■ Task description ■
Going line by line through the listing below, count those with the string "Avenida" and answer with the number alone.

*****

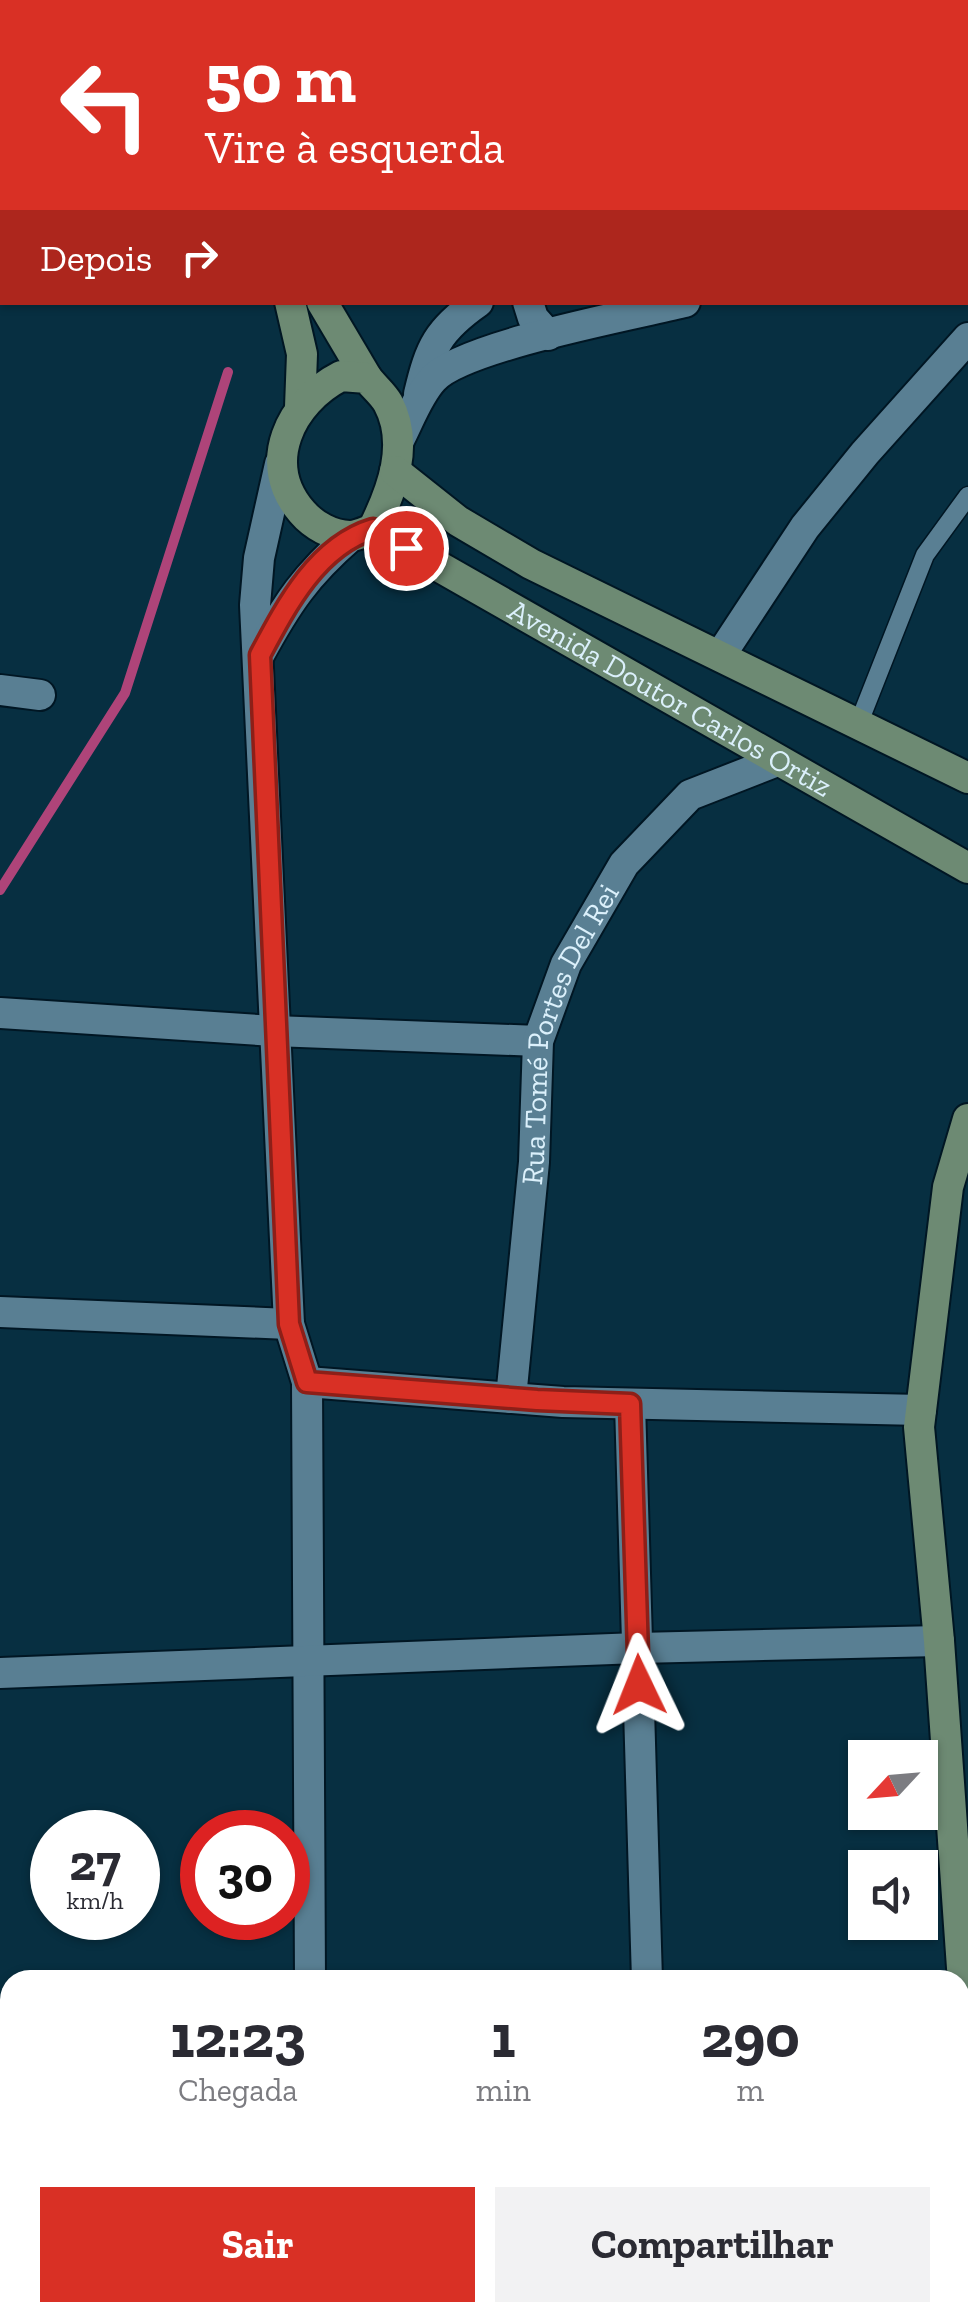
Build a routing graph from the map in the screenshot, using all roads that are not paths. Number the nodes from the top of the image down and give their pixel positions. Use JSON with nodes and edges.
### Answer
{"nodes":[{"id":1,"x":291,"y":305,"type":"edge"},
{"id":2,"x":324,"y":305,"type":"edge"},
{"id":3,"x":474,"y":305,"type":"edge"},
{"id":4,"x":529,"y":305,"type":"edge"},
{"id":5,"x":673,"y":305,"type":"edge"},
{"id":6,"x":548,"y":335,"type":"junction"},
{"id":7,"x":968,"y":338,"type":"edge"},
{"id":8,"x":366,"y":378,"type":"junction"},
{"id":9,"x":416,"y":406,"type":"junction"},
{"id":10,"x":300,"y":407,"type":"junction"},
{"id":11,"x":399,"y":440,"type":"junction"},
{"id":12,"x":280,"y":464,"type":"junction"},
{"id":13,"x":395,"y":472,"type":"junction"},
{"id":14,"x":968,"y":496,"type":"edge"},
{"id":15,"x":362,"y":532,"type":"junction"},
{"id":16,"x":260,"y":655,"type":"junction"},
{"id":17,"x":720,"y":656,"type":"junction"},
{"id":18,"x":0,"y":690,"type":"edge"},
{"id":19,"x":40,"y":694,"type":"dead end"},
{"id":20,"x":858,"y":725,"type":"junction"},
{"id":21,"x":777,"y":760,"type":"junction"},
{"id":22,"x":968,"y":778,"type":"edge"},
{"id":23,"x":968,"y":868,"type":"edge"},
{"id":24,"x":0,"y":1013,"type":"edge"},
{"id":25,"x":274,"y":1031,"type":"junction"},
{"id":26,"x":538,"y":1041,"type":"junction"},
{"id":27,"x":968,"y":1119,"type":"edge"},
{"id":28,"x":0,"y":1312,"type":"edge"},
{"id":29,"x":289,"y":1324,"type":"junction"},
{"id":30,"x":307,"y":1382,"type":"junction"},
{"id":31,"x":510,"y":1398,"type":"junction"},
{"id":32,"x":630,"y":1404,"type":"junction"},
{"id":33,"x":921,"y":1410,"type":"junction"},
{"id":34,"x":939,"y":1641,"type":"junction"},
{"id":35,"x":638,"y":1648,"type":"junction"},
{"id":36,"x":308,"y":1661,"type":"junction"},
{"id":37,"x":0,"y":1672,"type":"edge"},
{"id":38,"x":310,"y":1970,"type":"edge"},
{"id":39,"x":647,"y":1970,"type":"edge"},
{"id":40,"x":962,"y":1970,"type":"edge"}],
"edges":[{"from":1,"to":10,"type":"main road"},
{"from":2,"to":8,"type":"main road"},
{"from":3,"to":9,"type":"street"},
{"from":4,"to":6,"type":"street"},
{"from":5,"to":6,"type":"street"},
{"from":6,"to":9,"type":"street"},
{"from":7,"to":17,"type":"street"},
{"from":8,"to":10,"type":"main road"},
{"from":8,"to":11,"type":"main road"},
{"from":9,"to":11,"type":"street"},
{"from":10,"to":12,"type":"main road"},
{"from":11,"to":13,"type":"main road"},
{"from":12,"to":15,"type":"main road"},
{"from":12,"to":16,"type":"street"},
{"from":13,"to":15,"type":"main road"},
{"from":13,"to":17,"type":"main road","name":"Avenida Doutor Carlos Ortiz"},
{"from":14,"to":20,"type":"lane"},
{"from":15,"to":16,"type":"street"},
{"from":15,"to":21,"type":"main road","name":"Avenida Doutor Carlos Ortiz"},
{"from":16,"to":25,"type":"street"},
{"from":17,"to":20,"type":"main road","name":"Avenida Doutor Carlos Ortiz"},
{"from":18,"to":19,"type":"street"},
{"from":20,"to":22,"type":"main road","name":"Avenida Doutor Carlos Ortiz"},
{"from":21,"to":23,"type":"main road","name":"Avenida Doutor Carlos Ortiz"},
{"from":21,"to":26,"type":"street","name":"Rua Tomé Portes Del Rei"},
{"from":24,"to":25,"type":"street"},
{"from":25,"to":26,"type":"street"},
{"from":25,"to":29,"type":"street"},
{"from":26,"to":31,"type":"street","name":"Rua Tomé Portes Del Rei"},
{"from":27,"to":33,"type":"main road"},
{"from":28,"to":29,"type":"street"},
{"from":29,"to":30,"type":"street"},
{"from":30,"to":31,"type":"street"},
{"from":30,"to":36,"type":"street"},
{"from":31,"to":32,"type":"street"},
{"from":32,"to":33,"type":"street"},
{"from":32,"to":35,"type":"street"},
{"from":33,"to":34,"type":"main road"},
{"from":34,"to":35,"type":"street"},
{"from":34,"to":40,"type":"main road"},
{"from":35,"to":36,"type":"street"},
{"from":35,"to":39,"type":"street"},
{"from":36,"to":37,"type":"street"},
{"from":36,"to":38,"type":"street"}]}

*****

■ Result for this exercise ■
5